A file-sharing service that decouples server cost from file size, ships two distinct user experiences (anonymous web + authenticated desktop) over a single zero-byte-touch API, and gives power users BYO-bucket control — all with a coherent in-house React design system underneath.

Demonstrated Skills

Go backend engineering with the AWS SDK v2 (presigning, S3-compatible abstraction); auth design (anonymous fingerprinting + JWT with refresh sessions side-by-side); cost-aware system design (broker vs proxy, BYOK); Electron app delivery (electron-vite + electron-builder, mac arm64 packaging); design-system thinking (publishable UI library with verified exports); cross-client API contract design; feature flags as a runtime control plane.

Notes

Why it stands out to a recruiter

  • Cost-aware system design.

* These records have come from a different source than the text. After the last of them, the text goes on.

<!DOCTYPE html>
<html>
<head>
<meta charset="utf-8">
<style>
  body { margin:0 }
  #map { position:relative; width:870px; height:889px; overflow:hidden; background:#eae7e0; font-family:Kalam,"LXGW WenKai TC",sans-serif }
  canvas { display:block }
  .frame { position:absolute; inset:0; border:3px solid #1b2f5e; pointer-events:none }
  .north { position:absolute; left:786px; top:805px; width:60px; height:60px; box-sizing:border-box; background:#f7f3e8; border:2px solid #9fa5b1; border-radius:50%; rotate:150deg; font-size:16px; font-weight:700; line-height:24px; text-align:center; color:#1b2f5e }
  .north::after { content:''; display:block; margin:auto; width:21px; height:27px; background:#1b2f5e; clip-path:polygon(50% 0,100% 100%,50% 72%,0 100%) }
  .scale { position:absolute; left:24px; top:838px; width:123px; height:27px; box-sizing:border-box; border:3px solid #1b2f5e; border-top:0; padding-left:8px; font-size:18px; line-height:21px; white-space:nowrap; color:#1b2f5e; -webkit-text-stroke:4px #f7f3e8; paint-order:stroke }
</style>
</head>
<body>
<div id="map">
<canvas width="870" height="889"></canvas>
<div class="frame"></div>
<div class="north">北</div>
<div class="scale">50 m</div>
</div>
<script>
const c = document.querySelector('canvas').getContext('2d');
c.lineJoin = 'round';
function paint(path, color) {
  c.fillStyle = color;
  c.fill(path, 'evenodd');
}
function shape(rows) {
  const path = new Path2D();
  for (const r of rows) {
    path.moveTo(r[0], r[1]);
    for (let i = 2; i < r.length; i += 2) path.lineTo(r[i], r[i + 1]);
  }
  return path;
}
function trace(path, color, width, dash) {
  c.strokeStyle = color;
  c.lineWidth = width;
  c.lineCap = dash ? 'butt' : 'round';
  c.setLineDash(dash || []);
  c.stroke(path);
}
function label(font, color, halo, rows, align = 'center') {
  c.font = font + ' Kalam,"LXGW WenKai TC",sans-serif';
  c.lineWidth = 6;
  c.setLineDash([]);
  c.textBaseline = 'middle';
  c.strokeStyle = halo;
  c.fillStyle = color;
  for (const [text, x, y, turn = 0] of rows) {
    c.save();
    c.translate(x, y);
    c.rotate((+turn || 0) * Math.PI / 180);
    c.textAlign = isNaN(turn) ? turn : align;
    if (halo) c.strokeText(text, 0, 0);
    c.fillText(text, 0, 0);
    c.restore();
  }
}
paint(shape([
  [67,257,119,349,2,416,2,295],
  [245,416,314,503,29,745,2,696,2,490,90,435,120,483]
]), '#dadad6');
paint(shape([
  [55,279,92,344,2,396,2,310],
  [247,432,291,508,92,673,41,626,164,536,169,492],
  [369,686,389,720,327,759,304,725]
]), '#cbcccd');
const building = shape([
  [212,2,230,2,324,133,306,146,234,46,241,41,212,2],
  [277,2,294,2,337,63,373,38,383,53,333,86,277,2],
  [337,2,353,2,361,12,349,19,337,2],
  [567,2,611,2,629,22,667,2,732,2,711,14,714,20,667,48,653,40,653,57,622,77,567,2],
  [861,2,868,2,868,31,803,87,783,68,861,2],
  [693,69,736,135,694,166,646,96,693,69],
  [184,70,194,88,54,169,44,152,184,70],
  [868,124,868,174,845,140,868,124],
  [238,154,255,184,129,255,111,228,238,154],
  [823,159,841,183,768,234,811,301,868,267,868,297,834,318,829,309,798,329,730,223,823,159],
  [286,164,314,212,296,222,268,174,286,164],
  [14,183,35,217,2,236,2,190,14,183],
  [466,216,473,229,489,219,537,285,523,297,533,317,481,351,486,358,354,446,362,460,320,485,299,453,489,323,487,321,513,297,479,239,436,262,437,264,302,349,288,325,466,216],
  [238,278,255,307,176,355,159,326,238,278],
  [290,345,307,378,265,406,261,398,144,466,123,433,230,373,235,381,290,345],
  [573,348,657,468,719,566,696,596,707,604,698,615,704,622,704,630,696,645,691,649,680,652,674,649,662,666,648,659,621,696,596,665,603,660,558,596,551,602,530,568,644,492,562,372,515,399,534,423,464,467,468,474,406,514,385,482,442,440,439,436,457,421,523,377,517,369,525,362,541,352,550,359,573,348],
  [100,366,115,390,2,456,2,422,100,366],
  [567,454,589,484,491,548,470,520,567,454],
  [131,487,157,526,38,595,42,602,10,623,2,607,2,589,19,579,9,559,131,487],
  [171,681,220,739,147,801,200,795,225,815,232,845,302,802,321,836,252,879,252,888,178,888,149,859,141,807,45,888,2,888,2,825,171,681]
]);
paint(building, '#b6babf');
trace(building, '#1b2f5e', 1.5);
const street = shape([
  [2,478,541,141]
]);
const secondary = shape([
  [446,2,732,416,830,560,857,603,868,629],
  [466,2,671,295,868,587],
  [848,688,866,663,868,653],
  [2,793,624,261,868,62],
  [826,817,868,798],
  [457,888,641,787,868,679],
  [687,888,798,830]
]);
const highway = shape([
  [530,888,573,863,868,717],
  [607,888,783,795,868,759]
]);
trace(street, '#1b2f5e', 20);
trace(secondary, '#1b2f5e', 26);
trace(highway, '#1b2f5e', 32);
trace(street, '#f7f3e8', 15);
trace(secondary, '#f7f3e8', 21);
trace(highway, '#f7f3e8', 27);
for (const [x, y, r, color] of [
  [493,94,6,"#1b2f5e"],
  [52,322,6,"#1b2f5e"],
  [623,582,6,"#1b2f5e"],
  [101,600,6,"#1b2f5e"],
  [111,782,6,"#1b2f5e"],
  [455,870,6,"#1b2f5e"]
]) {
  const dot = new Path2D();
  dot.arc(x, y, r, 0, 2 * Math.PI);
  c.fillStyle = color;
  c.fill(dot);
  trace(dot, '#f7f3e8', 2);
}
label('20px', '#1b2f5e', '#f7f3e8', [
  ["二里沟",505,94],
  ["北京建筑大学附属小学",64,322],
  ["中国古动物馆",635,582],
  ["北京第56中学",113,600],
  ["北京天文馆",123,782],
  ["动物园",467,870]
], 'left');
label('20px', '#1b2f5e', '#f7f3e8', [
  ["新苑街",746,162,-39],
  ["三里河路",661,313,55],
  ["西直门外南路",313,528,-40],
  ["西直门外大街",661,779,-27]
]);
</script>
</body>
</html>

The backend never touches bytes — a deliberate architectural choice that makes operator economics scale with the storage bill, not the server bill. Most upload services proxy; FileSalad doesn't, and you can explain why.
  • Two very different clients on one API. Anonymous web one-pager + authenticated Electron menu-bar app, sharing a backend with different auth modes. Shows API contract design and product surface judgment.
  • BYO-bucket is the killer detail. Letting authenticated users point uploads at their own R2/S3/Tigris/MinIO breaks past the free-tier ceiling that usually kills these tools — and shows trust-boundary thinking (you have to handle their credentials safely).
  • Polished engineering taste. Go 1.25 + Gin with miniredis for tests + ULIDs for IDs; Electron packaged via electron-vite + electron-builder with macOS arm64; UI library with a verify-exports.mjs step gating the build. The kind of choices that read as 'has shipped real software before.'
  • Four coordinated repos, no monorepo glue. Each package versions and ships independently — the UI library is consumed by Git tag — which shows confidence with package boundaries instead of hiding behind a workspace.